22 de junho de 2019, 16:15

MUNDOTrump diz que ainda pode recorrer a ação militar contra Irã

O presidente dos Estados Unidos, Donald Trump, disse neste sábado (22) que ainda considera recorrer a uma ação militar contra o Irã, depois de o país ter derrubado um drone do governo norte-americano. Trump afirmou que o uso da força está “sempre na mesa até que a questão seja resolvida”. O presidente dos EUA voltou a comentar que abortou o ataque aéreo previsto para a última quinta-feira (20) depois de tomar conhecimento de que 150 pessoas morreriam. “Não quero matar 150 iranianos. Não quero matar 150 de qualquer coisa ou qualquer pessoa, a menos que seja absolutamente necessário”, declarou Trump a repórteres quando saía da Casa Branca para passar o fim de semana em Camp David, casa de campo presidencial próxima a Washington. Trump disse também que “apreciou muito” a decisão da Guarda Revolucionária do Irã de não abater um avião espião dos EUA que transportava mais de 30 pessoas. Comentou ainda que a queda do drone do governo americano foi “provavelmente intencional”, contrariando o que havia afirmado na última quinta-feira.
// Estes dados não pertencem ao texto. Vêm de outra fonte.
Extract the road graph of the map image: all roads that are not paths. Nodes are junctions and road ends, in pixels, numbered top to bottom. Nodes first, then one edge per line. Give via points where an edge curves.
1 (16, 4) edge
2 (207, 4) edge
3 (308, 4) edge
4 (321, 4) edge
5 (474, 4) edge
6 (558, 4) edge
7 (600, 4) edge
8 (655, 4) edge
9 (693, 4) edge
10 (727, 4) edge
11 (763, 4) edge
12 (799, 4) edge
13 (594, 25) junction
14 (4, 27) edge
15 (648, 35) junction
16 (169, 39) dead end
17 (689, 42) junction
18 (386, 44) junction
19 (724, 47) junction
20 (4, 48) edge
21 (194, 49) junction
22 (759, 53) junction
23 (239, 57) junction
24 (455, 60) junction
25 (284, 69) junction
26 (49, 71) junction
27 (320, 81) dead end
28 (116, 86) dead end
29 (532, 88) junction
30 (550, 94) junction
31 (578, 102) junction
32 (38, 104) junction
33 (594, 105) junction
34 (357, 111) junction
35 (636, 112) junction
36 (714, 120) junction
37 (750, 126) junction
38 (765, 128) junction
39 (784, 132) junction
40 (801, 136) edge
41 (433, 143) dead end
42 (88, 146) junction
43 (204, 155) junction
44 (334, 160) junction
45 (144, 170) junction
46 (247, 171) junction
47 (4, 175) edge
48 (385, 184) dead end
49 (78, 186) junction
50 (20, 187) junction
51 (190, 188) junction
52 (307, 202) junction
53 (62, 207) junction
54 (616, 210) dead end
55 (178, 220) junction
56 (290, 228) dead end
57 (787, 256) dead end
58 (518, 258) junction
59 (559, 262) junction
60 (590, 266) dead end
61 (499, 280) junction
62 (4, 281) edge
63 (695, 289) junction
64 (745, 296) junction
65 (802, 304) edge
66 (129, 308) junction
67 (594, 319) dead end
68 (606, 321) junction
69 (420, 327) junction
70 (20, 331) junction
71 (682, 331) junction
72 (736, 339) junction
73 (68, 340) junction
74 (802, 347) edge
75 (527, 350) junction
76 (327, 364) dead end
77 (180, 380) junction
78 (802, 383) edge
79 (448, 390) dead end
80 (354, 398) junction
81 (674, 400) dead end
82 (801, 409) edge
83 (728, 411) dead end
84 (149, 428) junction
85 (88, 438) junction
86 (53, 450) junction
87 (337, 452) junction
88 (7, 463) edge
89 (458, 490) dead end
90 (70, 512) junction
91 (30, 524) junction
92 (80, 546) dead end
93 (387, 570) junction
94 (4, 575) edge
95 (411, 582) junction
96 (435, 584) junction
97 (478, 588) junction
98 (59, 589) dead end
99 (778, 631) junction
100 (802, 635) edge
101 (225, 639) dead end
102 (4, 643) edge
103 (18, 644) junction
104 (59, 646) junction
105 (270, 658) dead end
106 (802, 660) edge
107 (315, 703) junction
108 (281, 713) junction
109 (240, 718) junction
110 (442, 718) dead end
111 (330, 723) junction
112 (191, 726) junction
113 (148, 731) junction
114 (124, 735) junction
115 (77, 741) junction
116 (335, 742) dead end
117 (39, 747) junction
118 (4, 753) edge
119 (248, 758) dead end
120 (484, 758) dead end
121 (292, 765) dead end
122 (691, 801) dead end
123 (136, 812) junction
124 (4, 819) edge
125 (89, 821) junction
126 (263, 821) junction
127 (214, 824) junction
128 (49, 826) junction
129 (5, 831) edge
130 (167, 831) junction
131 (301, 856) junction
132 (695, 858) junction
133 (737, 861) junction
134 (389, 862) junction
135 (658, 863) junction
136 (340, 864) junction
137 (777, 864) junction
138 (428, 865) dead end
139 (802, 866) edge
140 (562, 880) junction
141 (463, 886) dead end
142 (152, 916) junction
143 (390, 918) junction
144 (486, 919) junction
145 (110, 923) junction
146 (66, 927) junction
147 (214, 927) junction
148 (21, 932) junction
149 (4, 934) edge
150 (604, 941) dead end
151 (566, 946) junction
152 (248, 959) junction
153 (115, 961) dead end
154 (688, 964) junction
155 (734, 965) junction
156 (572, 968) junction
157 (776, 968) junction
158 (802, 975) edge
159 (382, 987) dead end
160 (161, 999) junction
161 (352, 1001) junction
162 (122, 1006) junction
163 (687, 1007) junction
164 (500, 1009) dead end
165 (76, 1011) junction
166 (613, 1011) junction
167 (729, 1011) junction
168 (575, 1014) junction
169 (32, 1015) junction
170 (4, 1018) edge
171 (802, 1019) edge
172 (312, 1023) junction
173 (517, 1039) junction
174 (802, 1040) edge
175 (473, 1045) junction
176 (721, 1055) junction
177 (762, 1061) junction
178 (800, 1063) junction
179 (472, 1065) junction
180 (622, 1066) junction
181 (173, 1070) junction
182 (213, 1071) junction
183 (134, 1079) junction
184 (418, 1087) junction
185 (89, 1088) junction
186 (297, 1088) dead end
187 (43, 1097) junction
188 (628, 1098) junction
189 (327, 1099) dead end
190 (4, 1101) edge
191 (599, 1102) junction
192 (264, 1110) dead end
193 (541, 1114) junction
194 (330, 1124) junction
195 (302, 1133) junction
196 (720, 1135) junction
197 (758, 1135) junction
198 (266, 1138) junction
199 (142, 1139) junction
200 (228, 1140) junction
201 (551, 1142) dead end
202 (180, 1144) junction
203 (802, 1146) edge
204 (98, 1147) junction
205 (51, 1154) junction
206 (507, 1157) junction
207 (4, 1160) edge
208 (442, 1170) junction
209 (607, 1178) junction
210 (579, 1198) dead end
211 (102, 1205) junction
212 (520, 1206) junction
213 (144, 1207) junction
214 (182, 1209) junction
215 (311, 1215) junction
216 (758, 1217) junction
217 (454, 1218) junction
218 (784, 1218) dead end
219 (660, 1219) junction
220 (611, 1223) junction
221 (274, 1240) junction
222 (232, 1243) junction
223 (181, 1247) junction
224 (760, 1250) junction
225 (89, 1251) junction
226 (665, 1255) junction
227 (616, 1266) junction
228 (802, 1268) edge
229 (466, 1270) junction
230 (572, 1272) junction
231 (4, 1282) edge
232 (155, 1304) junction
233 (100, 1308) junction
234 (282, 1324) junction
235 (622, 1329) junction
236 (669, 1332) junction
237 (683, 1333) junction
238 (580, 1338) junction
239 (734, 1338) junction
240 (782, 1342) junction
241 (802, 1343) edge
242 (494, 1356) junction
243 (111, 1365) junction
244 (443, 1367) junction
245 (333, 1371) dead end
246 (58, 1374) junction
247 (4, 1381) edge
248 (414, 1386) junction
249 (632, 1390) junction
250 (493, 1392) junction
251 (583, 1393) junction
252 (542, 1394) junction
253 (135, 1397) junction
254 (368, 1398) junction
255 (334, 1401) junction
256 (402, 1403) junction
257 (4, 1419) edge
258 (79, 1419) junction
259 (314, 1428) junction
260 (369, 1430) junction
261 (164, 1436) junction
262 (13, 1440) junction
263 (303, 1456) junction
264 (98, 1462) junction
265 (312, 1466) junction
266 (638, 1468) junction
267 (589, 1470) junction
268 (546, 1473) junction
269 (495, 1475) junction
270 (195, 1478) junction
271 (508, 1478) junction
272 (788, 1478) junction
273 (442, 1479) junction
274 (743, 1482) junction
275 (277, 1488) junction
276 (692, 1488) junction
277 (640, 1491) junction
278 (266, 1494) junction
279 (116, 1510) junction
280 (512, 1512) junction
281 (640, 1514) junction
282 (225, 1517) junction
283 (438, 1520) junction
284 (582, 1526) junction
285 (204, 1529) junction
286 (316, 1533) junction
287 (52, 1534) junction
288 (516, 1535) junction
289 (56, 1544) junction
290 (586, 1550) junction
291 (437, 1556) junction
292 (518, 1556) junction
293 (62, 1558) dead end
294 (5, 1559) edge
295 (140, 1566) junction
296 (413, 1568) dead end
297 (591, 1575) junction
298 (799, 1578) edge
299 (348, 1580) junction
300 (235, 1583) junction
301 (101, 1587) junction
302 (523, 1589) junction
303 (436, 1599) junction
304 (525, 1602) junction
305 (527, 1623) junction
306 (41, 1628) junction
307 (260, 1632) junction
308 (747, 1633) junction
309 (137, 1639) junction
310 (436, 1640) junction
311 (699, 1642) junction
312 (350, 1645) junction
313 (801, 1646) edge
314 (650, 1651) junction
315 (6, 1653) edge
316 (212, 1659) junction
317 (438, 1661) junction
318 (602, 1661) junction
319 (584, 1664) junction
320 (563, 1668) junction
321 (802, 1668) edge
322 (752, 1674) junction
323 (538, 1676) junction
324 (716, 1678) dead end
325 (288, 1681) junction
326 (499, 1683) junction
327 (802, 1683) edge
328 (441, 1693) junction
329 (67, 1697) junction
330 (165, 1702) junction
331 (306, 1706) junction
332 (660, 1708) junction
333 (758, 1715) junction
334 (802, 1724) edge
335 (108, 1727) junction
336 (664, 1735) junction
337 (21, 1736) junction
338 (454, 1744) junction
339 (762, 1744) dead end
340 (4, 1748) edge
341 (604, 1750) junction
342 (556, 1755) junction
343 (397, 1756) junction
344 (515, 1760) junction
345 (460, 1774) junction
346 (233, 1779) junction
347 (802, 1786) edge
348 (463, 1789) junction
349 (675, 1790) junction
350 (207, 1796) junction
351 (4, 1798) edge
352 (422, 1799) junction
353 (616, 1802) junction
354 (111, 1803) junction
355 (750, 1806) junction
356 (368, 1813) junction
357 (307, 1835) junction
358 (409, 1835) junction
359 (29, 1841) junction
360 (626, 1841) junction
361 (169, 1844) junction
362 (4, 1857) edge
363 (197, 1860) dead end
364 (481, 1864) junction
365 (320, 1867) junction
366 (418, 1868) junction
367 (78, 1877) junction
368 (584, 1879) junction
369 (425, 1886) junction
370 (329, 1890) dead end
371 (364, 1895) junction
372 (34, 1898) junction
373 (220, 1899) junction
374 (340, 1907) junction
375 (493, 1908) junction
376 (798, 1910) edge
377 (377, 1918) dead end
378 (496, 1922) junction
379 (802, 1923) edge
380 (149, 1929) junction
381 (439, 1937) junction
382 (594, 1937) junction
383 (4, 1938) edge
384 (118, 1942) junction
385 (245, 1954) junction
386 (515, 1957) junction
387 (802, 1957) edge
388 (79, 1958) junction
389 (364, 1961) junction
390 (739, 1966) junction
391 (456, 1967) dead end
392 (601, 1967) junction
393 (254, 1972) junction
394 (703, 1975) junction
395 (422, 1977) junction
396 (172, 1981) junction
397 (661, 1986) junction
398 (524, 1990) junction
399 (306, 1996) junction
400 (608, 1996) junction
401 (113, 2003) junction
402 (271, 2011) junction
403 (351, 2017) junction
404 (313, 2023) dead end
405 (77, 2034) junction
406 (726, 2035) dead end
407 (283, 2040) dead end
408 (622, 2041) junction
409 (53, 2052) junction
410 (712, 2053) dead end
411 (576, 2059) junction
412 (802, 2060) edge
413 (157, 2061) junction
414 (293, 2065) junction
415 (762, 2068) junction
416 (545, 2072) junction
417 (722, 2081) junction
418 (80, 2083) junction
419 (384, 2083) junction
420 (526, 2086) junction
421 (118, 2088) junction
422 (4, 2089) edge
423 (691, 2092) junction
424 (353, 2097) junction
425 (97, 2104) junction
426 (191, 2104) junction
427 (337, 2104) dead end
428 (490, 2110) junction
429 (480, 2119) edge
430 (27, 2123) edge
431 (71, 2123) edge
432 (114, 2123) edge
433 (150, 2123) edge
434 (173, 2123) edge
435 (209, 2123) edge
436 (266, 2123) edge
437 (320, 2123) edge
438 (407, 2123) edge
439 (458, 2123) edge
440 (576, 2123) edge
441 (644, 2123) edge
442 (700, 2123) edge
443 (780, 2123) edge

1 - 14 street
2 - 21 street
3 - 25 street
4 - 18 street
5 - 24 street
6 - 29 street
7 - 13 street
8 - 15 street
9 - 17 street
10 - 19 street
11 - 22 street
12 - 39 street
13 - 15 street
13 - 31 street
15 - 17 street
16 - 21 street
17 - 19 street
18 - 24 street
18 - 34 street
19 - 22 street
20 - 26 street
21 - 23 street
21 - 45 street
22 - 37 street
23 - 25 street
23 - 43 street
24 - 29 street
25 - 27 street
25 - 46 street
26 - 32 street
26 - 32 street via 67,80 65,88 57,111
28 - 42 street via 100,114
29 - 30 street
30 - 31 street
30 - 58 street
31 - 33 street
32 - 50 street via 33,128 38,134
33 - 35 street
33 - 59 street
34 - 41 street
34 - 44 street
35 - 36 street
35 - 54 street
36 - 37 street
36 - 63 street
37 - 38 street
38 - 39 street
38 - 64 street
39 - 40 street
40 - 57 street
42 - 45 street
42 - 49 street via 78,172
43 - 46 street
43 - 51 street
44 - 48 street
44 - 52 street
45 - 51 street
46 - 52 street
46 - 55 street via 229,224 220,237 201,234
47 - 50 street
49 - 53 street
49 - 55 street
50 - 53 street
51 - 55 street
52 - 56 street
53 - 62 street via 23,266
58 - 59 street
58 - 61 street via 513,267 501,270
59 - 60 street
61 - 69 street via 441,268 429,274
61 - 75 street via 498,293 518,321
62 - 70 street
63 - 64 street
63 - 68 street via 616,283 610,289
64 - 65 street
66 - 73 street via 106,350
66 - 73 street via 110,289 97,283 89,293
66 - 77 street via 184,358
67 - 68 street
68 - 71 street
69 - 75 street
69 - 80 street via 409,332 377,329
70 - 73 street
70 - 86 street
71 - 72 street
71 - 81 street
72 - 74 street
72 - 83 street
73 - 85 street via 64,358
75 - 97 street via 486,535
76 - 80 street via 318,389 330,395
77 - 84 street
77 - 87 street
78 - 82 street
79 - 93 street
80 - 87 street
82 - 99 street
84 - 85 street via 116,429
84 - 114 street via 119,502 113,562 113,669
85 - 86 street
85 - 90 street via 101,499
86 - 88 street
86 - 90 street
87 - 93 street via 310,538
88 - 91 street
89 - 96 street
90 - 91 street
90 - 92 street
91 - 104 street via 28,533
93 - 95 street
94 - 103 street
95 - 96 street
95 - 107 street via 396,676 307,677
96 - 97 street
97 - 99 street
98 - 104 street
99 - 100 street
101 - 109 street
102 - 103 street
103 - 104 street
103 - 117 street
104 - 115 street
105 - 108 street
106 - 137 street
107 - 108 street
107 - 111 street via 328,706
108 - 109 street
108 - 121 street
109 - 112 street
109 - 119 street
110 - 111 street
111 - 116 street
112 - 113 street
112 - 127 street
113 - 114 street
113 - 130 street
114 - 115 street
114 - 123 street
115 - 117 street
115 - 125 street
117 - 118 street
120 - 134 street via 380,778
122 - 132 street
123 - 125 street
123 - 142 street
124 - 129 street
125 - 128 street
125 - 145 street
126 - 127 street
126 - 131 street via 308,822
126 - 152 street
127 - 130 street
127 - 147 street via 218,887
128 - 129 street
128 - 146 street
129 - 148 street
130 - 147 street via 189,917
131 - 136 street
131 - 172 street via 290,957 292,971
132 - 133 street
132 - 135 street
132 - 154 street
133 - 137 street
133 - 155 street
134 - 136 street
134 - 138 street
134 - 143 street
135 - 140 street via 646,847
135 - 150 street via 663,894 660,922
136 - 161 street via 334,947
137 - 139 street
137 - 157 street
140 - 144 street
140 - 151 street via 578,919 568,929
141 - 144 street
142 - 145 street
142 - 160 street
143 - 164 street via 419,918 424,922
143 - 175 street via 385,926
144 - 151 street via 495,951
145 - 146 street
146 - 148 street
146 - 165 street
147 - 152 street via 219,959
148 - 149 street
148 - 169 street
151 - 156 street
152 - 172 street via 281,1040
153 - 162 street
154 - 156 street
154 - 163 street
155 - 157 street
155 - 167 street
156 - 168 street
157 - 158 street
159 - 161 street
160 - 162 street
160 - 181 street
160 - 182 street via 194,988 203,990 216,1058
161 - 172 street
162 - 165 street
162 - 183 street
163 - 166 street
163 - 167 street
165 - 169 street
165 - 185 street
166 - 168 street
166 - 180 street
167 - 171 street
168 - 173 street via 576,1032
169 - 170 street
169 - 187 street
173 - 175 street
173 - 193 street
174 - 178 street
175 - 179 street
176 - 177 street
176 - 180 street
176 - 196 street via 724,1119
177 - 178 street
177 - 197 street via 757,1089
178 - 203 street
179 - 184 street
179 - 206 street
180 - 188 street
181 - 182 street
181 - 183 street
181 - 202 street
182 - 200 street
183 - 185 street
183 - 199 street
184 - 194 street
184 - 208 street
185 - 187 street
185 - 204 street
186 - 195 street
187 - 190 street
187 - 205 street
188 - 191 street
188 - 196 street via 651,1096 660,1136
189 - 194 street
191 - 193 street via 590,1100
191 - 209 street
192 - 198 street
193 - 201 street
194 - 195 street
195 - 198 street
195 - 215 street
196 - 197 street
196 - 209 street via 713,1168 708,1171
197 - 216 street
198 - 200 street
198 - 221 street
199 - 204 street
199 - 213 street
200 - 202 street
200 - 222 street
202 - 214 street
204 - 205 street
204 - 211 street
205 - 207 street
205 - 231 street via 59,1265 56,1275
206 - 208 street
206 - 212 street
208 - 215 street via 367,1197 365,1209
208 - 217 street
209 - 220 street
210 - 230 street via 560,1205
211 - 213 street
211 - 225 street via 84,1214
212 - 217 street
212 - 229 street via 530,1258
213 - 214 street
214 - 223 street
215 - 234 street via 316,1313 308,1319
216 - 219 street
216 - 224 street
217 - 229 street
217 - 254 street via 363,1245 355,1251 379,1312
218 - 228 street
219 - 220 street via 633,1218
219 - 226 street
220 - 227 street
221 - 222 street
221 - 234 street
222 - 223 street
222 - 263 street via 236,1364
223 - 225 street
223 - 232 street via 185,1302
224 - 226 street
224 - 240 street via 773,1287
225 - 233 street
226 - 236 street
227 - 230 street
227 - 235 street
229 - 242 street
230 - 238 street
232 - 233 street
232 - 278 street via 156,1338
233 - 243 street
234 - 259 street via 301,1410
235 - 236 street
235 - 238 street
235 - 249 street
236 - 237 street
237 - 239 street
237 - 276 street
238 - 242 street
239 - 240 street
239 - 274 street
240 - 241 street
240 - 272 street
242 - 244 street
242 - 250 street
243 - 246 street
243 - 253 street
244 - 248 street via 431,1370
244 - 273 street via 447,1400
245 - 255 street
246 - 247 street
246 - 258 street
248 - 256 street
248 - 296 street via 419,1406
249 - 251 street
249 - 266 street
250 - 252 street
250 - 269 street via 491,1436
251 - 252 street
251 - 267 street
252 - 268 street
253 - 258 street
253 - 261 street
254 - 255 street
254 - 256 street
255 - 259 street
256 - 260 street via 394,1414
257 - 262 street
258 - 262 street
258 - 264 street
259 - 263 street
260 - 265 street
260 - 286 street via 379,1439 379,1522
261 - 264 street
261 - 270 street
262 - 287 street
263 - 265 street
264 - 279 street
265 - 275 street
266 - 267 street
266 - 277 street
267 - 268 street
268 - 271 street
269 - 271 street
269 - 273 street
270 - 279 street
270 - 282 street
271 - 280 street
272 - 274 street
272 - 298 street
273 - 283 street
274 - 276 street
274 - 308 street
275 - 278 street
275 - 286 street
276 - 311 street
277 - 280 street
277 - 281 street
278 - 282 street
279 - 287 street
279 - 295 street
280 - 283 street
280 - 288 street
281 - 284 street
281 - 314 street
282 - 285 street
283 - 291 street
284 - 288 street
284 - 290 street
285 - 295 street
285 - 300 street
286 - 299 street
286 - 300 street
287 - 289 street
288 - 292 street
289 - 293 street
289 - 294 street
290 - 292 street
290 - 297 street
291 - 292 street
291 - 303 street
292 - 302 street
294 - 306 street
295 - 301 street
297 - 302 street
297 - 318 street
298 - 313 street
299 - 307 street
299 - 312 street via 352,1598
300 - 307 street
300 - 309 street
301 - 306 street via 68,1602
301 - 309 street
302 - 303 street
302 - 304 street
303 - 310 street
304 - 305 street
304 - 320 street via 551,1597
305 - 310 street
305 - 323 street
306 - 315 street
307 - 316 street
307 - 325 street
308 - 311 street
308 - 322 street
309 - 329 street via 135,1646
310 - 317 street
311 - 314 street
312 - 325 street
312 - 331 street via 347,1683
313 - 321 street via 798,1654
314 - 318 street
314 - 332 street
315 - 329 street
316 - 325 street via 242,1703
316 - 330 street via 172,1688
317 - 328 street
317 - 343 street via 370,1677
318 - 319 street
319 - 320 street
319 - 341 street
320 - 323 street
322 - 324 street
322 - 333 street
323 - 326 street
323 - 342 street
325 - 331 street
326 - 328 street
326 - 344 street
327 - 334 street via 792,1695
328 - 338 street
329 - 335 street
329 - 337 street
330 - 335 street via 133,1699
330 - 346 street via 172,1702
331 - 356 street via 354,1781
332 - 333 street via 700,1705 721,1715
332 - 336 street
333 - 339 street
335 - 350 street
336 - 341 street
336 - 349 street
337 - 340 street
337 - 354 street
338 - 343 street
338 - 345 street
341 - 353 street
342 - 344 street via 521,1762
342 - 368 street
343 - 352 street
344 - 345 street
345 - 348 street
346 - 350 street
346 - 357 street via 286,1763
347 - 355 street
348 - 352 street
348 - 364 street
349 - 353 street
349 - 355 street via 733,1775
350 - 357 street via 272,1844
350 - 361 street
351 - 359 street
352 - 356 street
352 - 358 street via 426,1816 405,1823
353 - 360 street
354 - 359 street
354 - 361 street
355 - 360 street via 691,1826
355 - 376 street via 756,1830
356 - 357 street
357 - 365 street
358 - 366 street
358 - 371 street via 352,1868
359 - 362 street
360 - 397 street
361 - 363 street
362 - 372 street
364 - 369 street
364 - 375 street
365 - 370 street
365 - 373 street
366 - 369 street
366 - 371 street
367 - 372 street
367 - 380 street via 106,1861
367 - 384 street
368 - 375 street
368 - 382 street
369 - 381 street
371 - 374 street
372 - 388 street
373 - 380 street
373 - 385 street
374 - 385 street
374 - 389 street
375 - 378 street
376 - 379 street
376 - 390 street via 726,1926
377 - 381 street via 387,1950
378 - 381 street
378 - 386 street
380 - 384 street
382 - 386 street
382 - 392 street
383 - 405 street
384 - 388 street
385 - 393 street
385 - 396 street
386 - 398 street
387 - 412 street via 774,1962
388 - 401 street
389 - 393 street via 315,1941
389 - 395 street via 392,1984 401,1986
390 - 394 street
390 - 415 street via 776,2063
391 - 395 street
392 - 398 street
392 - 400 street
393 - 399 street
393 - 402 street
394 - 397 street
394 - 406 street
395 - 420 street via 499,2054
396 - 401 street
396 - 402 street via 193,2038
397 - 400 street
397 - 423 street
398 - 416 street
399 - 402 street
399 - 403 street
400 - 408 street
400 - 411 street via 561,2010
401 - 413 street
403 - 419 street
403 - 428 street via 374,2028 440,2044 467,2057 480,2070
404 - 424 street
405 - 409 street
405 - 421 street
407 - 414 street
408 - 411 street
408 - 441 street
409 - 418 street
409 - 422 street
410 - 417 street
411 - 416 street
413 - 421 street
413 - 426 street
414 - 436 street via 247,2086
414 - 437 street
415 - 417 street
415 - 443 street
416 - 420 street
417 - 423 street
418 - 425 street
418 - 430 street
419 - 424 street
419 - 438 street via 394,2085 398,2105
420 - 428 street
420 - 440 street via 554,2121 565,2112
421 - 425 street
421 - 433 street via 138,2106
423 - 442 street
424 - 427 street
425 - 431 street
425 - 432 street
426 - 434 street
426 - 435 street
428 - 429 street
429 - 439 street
Neste sábado, o Iraque reforçou medidas de segurança na base aérea de Balad, no norte de Bagdá, uma das maiores do país e que é utilizada por forças do governo norte-americano, conforme informou um oficial iraquiano de alta patente. O exército dos EUA divulgou que as operações na base estavam dentro da normalidade e que não há planos para que tropas americanas deixem o local. Conforme informou o general iraquiano Falah Fares, as medidas incluem toque de recolher noturno, aumento da segurança dentro e fora da base, bem como vigilância de áreas próximas ao local. Segundo Fares, tais medidas estão sendo adotadas de forma coordenada com os EUA. Assim como seu vizinho Irã, o Iraque é de maioria xiita e vem tentando manter bom relacionamento com os aliados Teerã e Washington. O país abriga mais de 5 mil soldados dos EUA e também milícias poderosas apoiadas pelo Irã – algumas das quais querem que as forças americanas deixem o território iraquiano.